#### Information
* * *
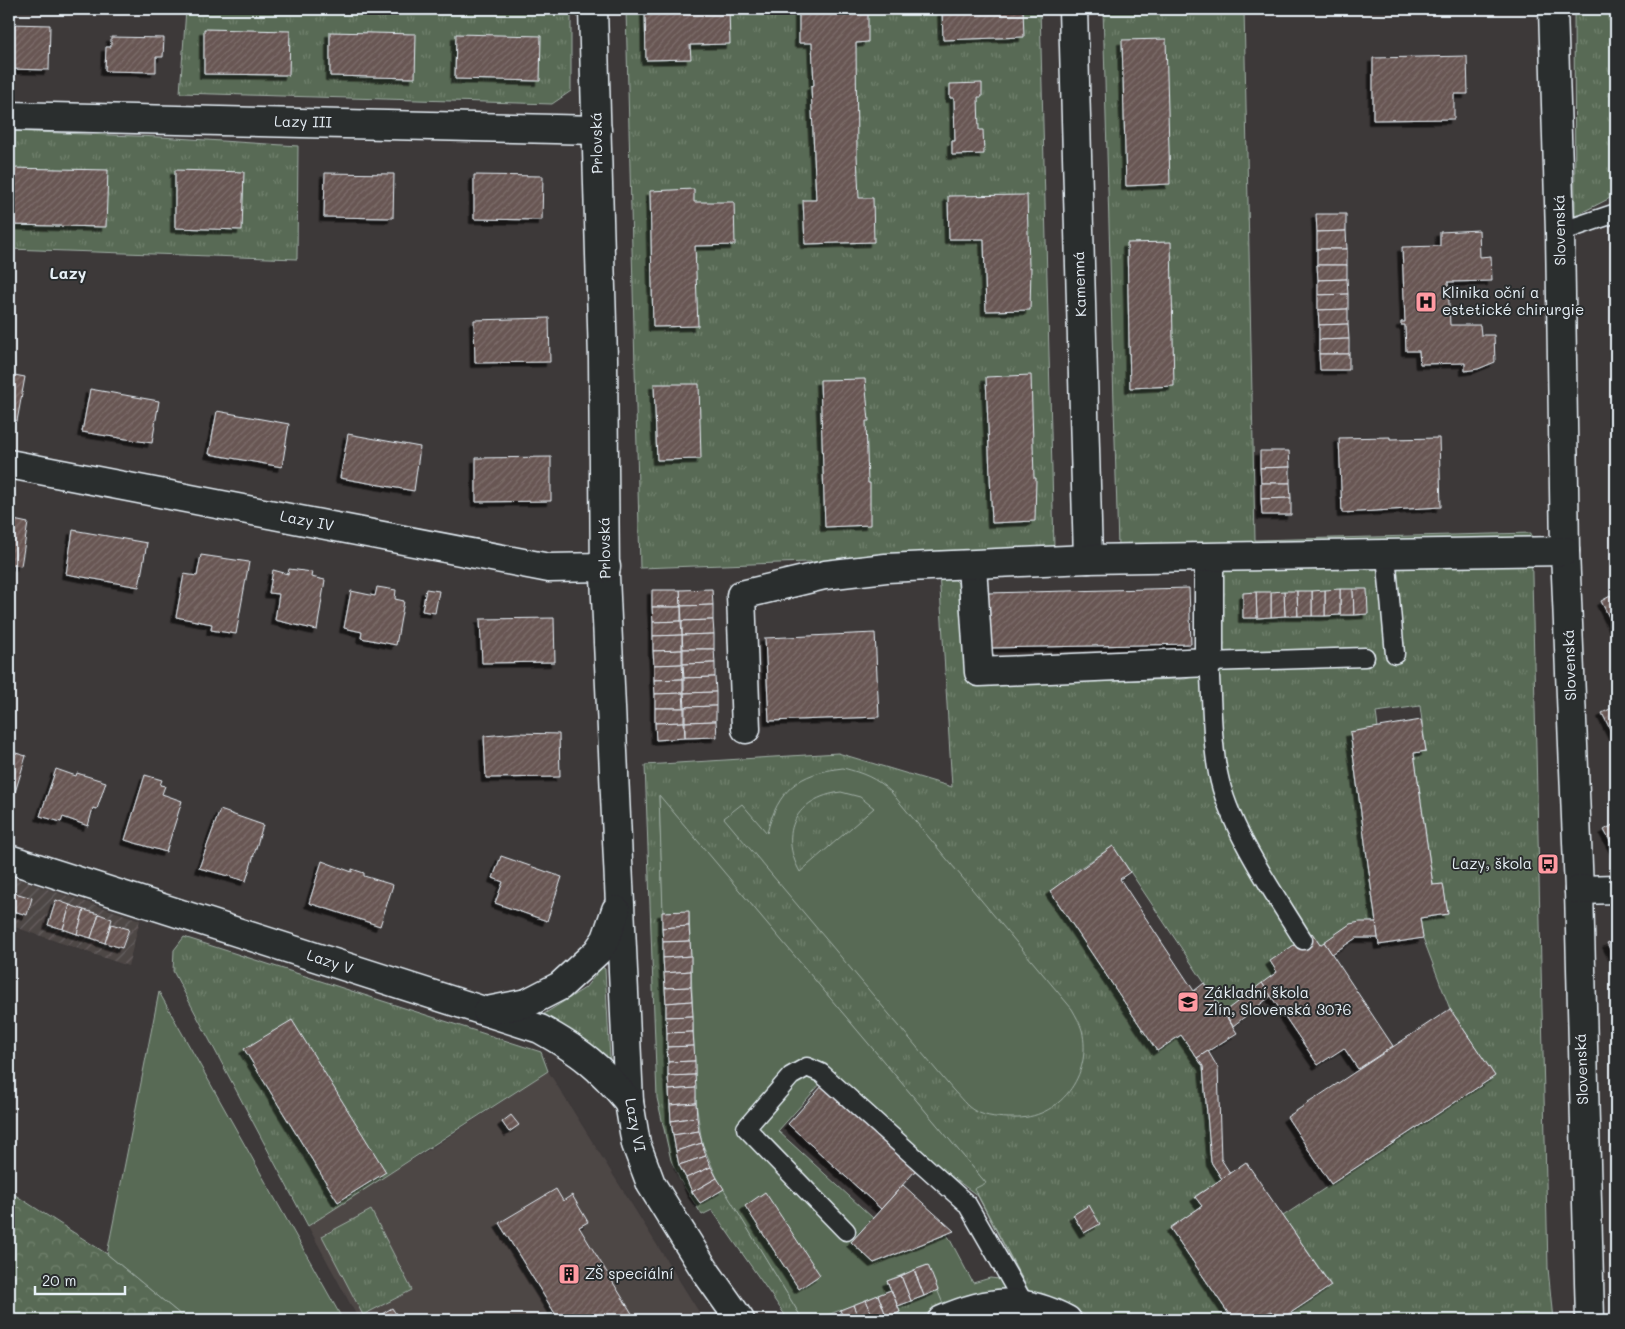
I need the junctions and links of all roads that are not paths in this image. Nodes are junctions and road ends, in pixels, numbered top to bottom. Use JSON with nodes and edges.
{"nodes":[{"id":1,"x":594,"y":9,"type":"edge"},
{"id":2,"x":1073,"y":9,"type":"edge"},
{"id":3,"x":1552,"y":9,"type":"edge"},
{"id":4,"x":9,"y":116,"type":"edge"},
{"id":5,"x":597,"y":130,"type":"junction"},
{"id":6,"x":1616,"y":213,"type":"edge"},
{"id":7,"x":1560,"y":232,"type":"junction"},
{"id":8,"x":9,"y":464,"type":"edge"},
{"id":9,"x":1565,"y":551,"type":"junction"},
{"id":10,"x":1386,"y":555,"type":"junction"},
{"id":11,"x":1209,"y":558,"type":"junction"},
{"id":12,"x":1088,"y":559,"type":"junction"},
{"id":13,"x":972,"y":566,"type":"junction"},
{"id":14,"x":606,"y":567,"type":"junction"},
{"id":15,"x":1395,"y":654,"type":"dead end"},
{"id":16,"x":1365,"y":658,"type":"dead end"},
{"id":17,"x":1209,"y":662,"type":"junction"},
{"id":18,"x":746,"y":729,"type":"dead end"},
{"id":19,"x":9,"y":858,"type":"edge"},
{"id":20,"x":1616,"y":889,"type":"edge"},
{"id":21,"x":1578,"y":890,"type":"junction"},
{"id":22,"x":620,"y":902,"type":"junction"},
{"id":23,"x":1303,"y":940,"type":"dead end"},
{"id":24,"x":486,"y":1011,"type":"junction"},
{"id":25,"x":629,"y":1102,"type":"junction"},
{"id":26,"x":846,"y":1231,"type":"dead end"},
{"id":27,"x":1025,"y":1305,"type":"junction"},
{"id":28,"x":740,"y":1320,"type":"edge"},
{"id":29,"x":942,"y":1320,"type":"edge"},
{"id":30,"x":1067,"y":1320,"type":"edge"},
{"id":31,"x":1590,"y":1320,"type":"edge"}],
"edges":[{"from":1,"to":5,"type":"street","name":"Prlovská"},
{"from":2,"to":12,"type":"street","name":"Kamenná"},
{"from":3,"to":7,"type":"street","name":"Slovenská"},
{"from":4,"to":5,"type":"street","name":"Lazy III"},
{"from":5,"to":14,"type":"street","name":"Prlovská"},
{"from":6,"to":7,"type":"lane"},
{"from":7,"to":9,"type":"street","name":"Slovenská"},
{"from":8,"to":14,"type":"street","name":"Lazy IV"},
{"from":9,"to":10,"type":"street"},
{"from":9,"to":21,"type":"street","name":"Slovenská"},
{"from":10,"to":11,"type":"street"},
{"from":10,"to":15,"type":"lane"},
{"from":11,"to":12,"type":"street"},
{"from":11,"to":17,"type":"street"},
{"from":12,"to":13,"type":"street"},
{"from":13,"to":17,"type":"street"},
{"from":13,"to":18,"type":"street"},
{"from":14,"to":22,"type":"street","name":"Prlovská"},
{"from":16,"to":17,"type":"lane"},
{"from":17,"to":23,"type":"lane"},
{"from":19,"to":24,"type":"street","name":"Lazy V"},
{"from":20,"to":21,"type":"street"},
{"from":21,"to":31,"type":"street","name":"Slovenská"},
{"from":22,"to":24,"type":"street","name":"Prlovská"},
{"from":22,"to":25,"type":"street","name":"Lazy VI"},
{"from":24,"to":25,"type":"street","name":"Lazy V"},
{"from":25,"to":28,"type":"street","name":"Lazy VI"},
{"from":26,"to":27,"type":"lane"},
{"from":27,"to":29,"type":"street"},
{"from":27,"to":30,"type":"street"}]}
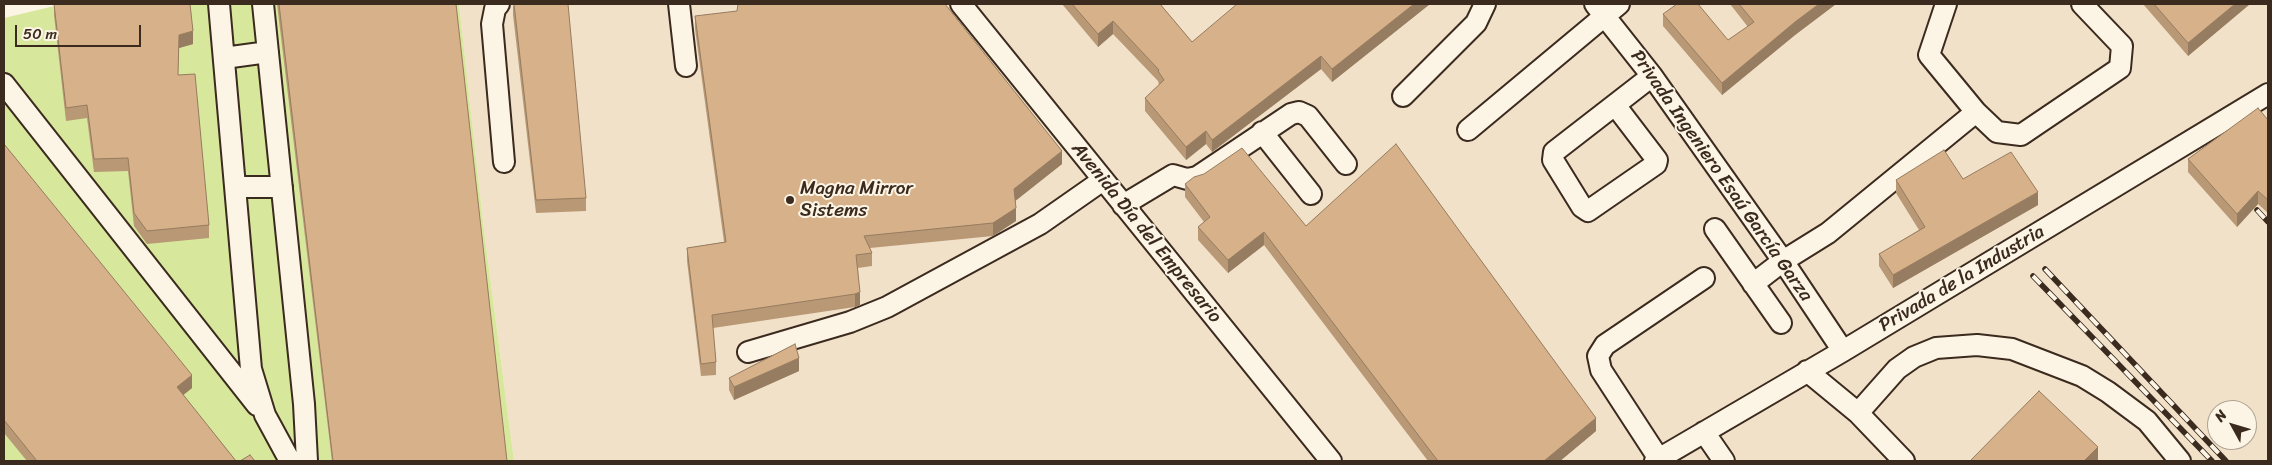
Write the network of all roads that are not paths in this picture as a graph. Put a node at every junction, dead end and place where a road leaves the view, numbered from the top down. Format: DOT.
graph roads {
  1 [pos="219,4"];
  2 [pos="262,4"];
  3 [pos="499,4"];
  4 [pos="679,4"];
  5 [pos="961,4"];
  6 [pos="1486,4"];
  7 [pos="1946,4"];
  8 [pos="2082,4"];
  9 [pos="1606,8"];
  10 [pos="268,52"];
  11 [pos="224,58"];
  12 [pos="686,66"];
  13 [pos="1652,76"];
  14 [pos="4,84"];
  15 [pos="2268,94"];
  16 [pos="1403,96"];
  17 [pos="1615,105"];
  18 [pos="1976,112"];
  19 [pos="1468,130"];
  20 [pos="1262,132"];
  21 [pos="504,162"];
  22 [pos="1346,164"];
  23 [pos="1103,180"];
  24 [pos="235,187"];
  25 [pos="282,187"];
  26 [pos="1311,194"];
  27 [pos="1123,205"];
  28 [pos="1715,229"];
  29 [pos="1783,261"];
  30 [pos="1704,278"];
  31 [pos="1753,284"];
  32 [pos="1781,323"];
  33 [pos="1843,351"];
  34 [pos="748,352"];
  35 [pos="1807,371"];
  36 [pos="1858,413"];
  37 [pos="265,415"];
  38 [pos="1704,432"];
  39 [pos="1657,460"];
  40 [pos="290,461"];
  41 [pos="306,461"];
  42 [pos="1331,461"];
  43 [pos="1724,461"];
  44 [pos="1904,461"];
  45 [pos="2180,461"];
  1 -- 11 [label="street"];
  2 -- 10 [label="street"];
  3 -- 21 [label="street"];
  4 -- 12 [label="street"];
  5 -- 23 [label="street, Avenida Día del Empresario"];
  6 -- 16 [label="street"];
  7 -- 18 [label="street"];
  8 -- 18 [label="street"];
  9 -- 13 [label="street, Privada Ingeniero Esaú García Garza"];
  9 -- 19 [label="street"];
  10 -- 11 [label="street"];
  10 -- 25 [label="street"];
  11 -- 24 [label="street"];
  13 -- 17 [label="street"];
  13 -- 29 [label="street, Privada Ingeniero Esaú García Garza"];
  14 -- 37 [label="street"];
  15 -- 33 [label="street, Privada de la Industria"];
  17 -- 17 [label="street"];
  18 -- 29 [label="street"];
  20 -- 22 [label="street"];
  20 -- 26 [label="street"];
  20 -- 27 [label="street"];
  23 -- 27 [label="street, Avenida Día del Empresario"];
  23 -- 34 [label="street"];
  24 -- 25 [label="street"];
  24 -- 37 [label="street"];
  25 -- 41 [label="street"];
  27 -- 42 [label="street, Avenida Día del Empresario"];
  28 -- 31 [label="street"];
  29 -- 31 [label="street"];
  29 -- 33 [label="street, Privada Ingeniero Esaú García Garza"];
  30 -- 39 [label="street"];
  31 -- 32 [label="street"];
  33 -- 35 [label="street, Privada de la Industria"];
  35 -- 36 [label="street"];
  35 -- 38 [label="street, Privada de la Industria"];
  36 -- 44 [label="street"];
  36 -- 45 [label="street"];
  37 -- 40 [label="street"];
  38 -- 39 [label="street, Privada de la Industria"];
  38 -- 43 [label="street"];
}
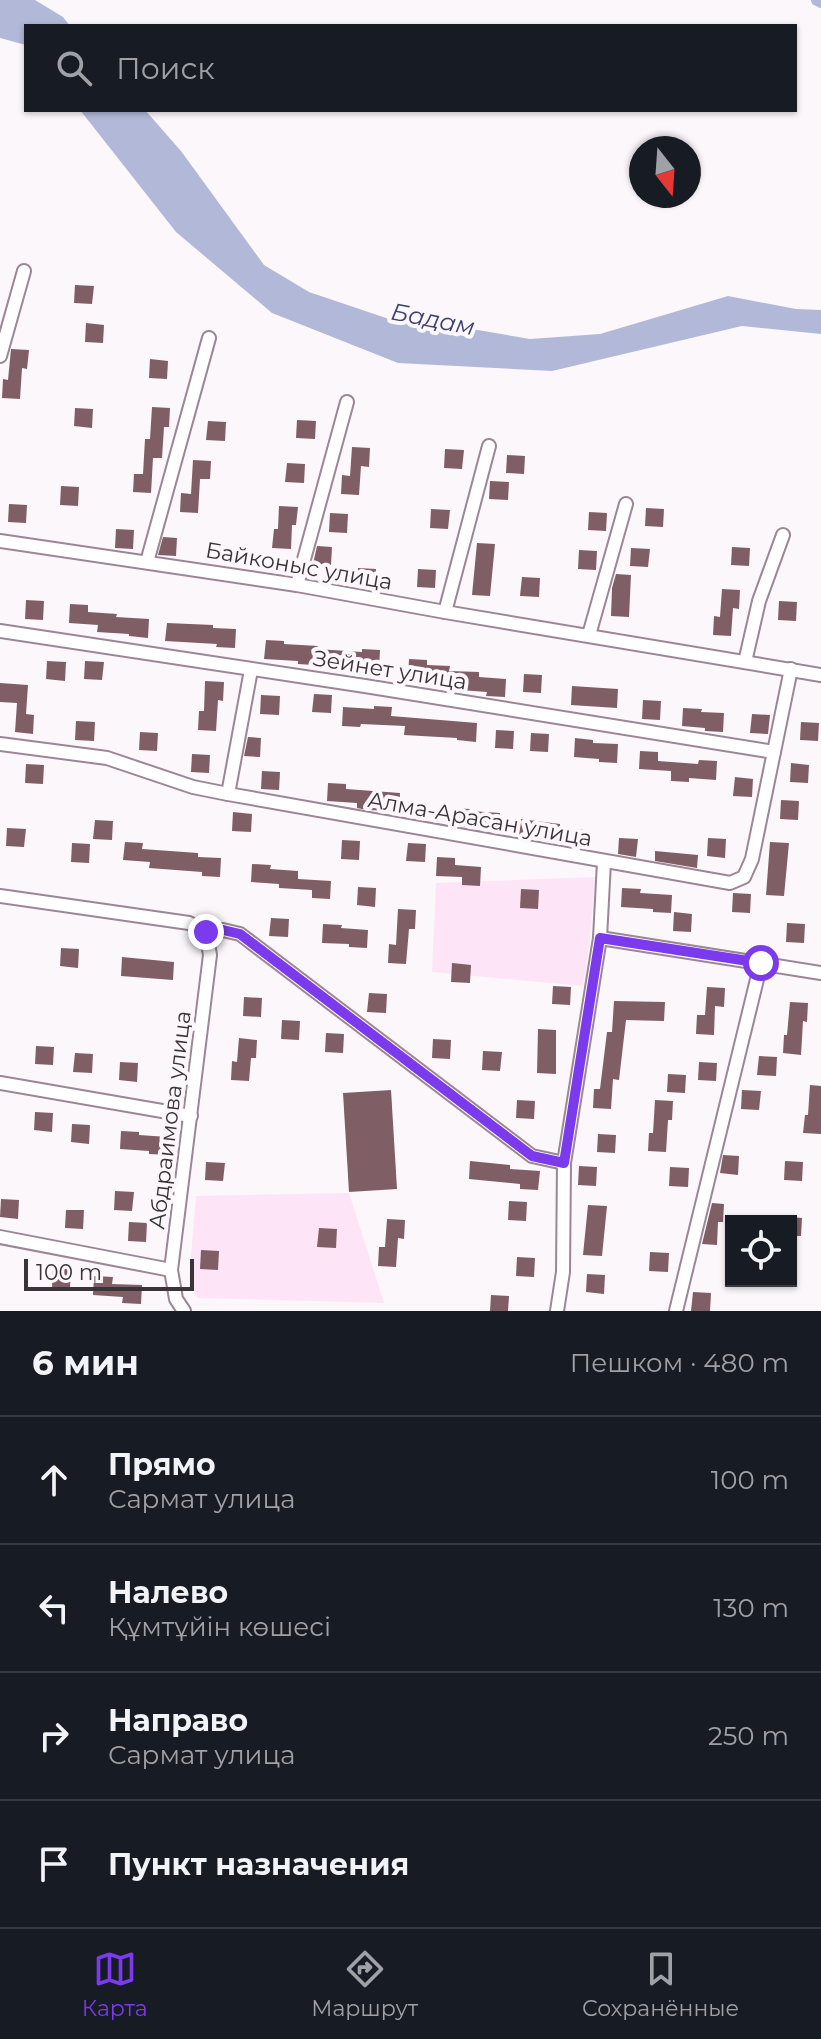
* * *
#### Required action
Write out all the data exactly, minus pictures.

#### Written solution
I need the junctions and links of all roads that are not paths in this image. Nodes are junctions and road ends, in pixels, numbered top to bottom. Use JSON with nodes and edges.
{"nodes":[{"id":1,"x":594,"y":9,"type":"edge"},
{"id":2,"x":1073,"y":9,"type":"edge"},
{"id":3,"x":1552,"y":9,"type":"edge"},
{"id":4,"x":9,"y":116,"type":"edge"},
{"id":5,"x":597,"y":130,"type":"junction"},
{"id":6,"x":1616,"y":213,"type":"edge"},
{"id":7,"x":1560,"y":232,"type":"junction"},
{"id":8,"x":9,"y":464,"type":"edge"},
{"id":9,"x":1565,"y":551,"type":"junction"},
{"id":10,"x":1386,"y":555,"type":"junction"},
{"id":11,"x":1209,"y":558,"type":"junction"},
{"id":12,"x":1088,"y":559,"type":"junction"},
{"id":13,"x":972,"y":566,"type":"junction"},
{"id":14,"x":606,"y":567,"type":"junction"},
{"id":15,"x":1395,"y":654,"type":"dead end"},
{"id":16,"x":1365,"y":658,"type":"dead end"},
{"id":17,"x":1209,"y":662,"type":"junction"},
{"id":18,"x":746,"y":729,"type":"dead end"},
{"id":19,"x":9,"y":858,"type":"edge"},
{"id":20,"x":1616,"y":889,"type":"edge"},
{"id":21,"x":1578,"y":890,"type":"junction"},
{"id":22,"x":620,"y":902,"type":"junction"},
{"id":23,"x":1303,"y":940,"type":"dead end"},
{"id":24,"x":486,"y":1011,"type":"junction"},
{"id":25,"x":629,"y":1102,"type":"junction"},
{"id":26,"x":846,"y":1231,"type":"dead end"},
{"id":27,"x":1025,"y":1305,"type":"junction"},
{"id":28,"x":740,"y":1320,"type":"edge"},
{"id":29,"x":942,"y":1320,"type":"edge"},
{"id":30,"x":1067,"y":1320,"type":"edge"},
{"id":31,"x":1590,"y":1320,"type":"edge"}],
"edges":[{"from":1,"to":5,"type":"street","name":"Prlovská"},
{"from":2,"to":12,"type":"street","name":"Kamenná"},
{"from":3,"to":7,"type":"street","name":"Slovenská"},
{"from":4,"to":5,"type":"street","name":"Lazy III"},
{"from":5,"to":14,"type":"street","name":"Prlovská"},
{"from":6,"to":7,"type":"lane"},
{"from":7,"to":9,"type":"street","name":"Slovenská"},
{"from":8,"to":14,"type":"street","name":"Lazy IV"},
{"from":9,"to":10,"type":"street"},
{"from":9,"to":21,"type":"street","name":"Slovenská"},
{"from":10,"to":11,"type":"street"},
{"from":10,"to":15,"type":"lane"},
{"from":11,"to":12,"type":"street"},
{"from":11,"to":17,"type":"street"},
{"from":12,"to":13,"type":"street"},
{"from":13,"to":17,"type":"street"},
{"from":13,"to":18,"type":"street"},
{"from":14,"to":22,"type":"street","name":"Prlovská"},
{"from":16,"to":17,"type":"lane"},
{"from":17,"to":23,"type":"lane"},
{"from":19,"to":24,"type":"street","name":"Lazy V"},
{"from":20,"to":21,"type":"street"},
{"from":21,"to":31,"type":"street","name":"Slovenská"},
{"from":22,"to":24,"type":"street","name":"Prlovská"},
{"from":22,"to":25,"type":"street","name":"Lazy VI"},
{"from":24,"to":25,"type":"street","name":"Lazy V"},
{"from":25,"to":28,"type":"street","name":"Lazy VI"},
{"from":26,"to":27,"type":"lane"},
{"from":27,"to":29,"type":"street"},
{"from":27,"to":30,"type":"street"}]}
Write the network of all roads that are not paths in this picture as a graph. Put a node at every junction, dead end and place where a road leaves the view, numbered from the top down. Format: DOT.
graph roads {
  1 [pos="219,4"];
  2 [pos="262,4"];
  3 [pos="499,4"];
  4 [pos="679,4"];
  5 [pos="961,4"];
  6 [pos="1486,4"];
  7 [pos="1946,4"];
  8 [pos="2082,4"];
  9 [pos="1606,8"];
  10 [pos="268,52"];
  11 [pos="224,58"];
  12 [pos="686,66"];
  13 [pos="1652,76"];
  14 [pos="4,84"];
  15 [pos="2268,94"];
  16 [pos="1403,96"];
  17 [pos="1615,105"];
  18 [pos="1976,112"];
  19 [pos="1468,130"];
  20 [pos="1262,132"];
  21 [pos="504,162"];
  22 [pos="1346,164"];
  23 [pos="1103,180"];
  24 [pos="235,187"];
  25 [pos="282,187"];
  26 [pos="1311,194"];
  27 [pos="1123,205"];
  28 [pos="1715,229"];
  29 [pos="1783,261"];
  30 [pos="1704,278"];
  31 [pos="1753,284"];
  32 [pos="1781,323"];
  33 [pos="1843,351"];
  34 [pos="748,352"];
  35 [pos="1807,371"];
  36 [pos="1858,413"];
  37 [pos="265,415"];
  38 [pos="1704,432"];
  39 [pos="1657,460"];
  40 [pos="290,461"];
  41 [pos="306,461"];
  42 [pos="1331,461"];
  43 [pos="1724,461"];
  44 [pos="1904,461"];
  45 [pos="2180,461"];
  1 -- 11 [label="street"];
  2 -- 10 [label="street"];
  3 -- 21 [label="street"];
  4 -- 12 [label="street"];
  5 -- 23 [label="street, Avenida Día del Empresario"];
  6 -- 16 [label="street"];
  7 -- 18 [label="street"];
  8 -- 18 [label="street"];
  9 -- 13 [label="street, Privada Ingeniero Esaú García Garza"];
  9 -- 19 [label="street"];
  10 -- 11 [label="street"];
  10 -- 25 [label="street"];
  11 -- 24 [label="street"];
  13 -- 17 [label="street"];
  13 -- 29 [label="street, Privada Ingeniero Esaú García Garza"];
  14 -- 37 [label="street"];
  15 -- 33 [label="street, Privada de la Industria"];
  17 -- 17 [label="street"];
  18 -- 29 [label="street"];
  20 -- 22 [label="street"];
  20 -- 26 [label="street"];
  20 -- 27 [label="street"];
  23 -- 27 [label="street, Avenida Día del Empresario"];
  23 -- 34 [label="street"];
  24 -- 25 [label="street"];
  24 -- 37 [label="street"];
  25 -- 41 [label="street"];
  27 -- 42 [label="street, Avenida Día del Empresario"];
  28 -- 31 [label="street"];
  29 -- 31 [label="street"];
  29 -- 33 [label="street, Privada Ingeniero Esaú García Garza"];
  30 -- 39 [label="street"];
  31 -- 32 [label="street"];
  33 -- 35 [label="street, Privada de la Industria"];
  35 -- 36 [label="street"];
  35 -- 38 [label="street, Privada de la Industria"];
  36 -- 44 [label="street"];
  36 -- 45 [label="street"];
  37 -- 40 [label="street"];
  38 -- 39 [label="street, Privada de la Industria"];
  38 -- 43 [label="street"];
}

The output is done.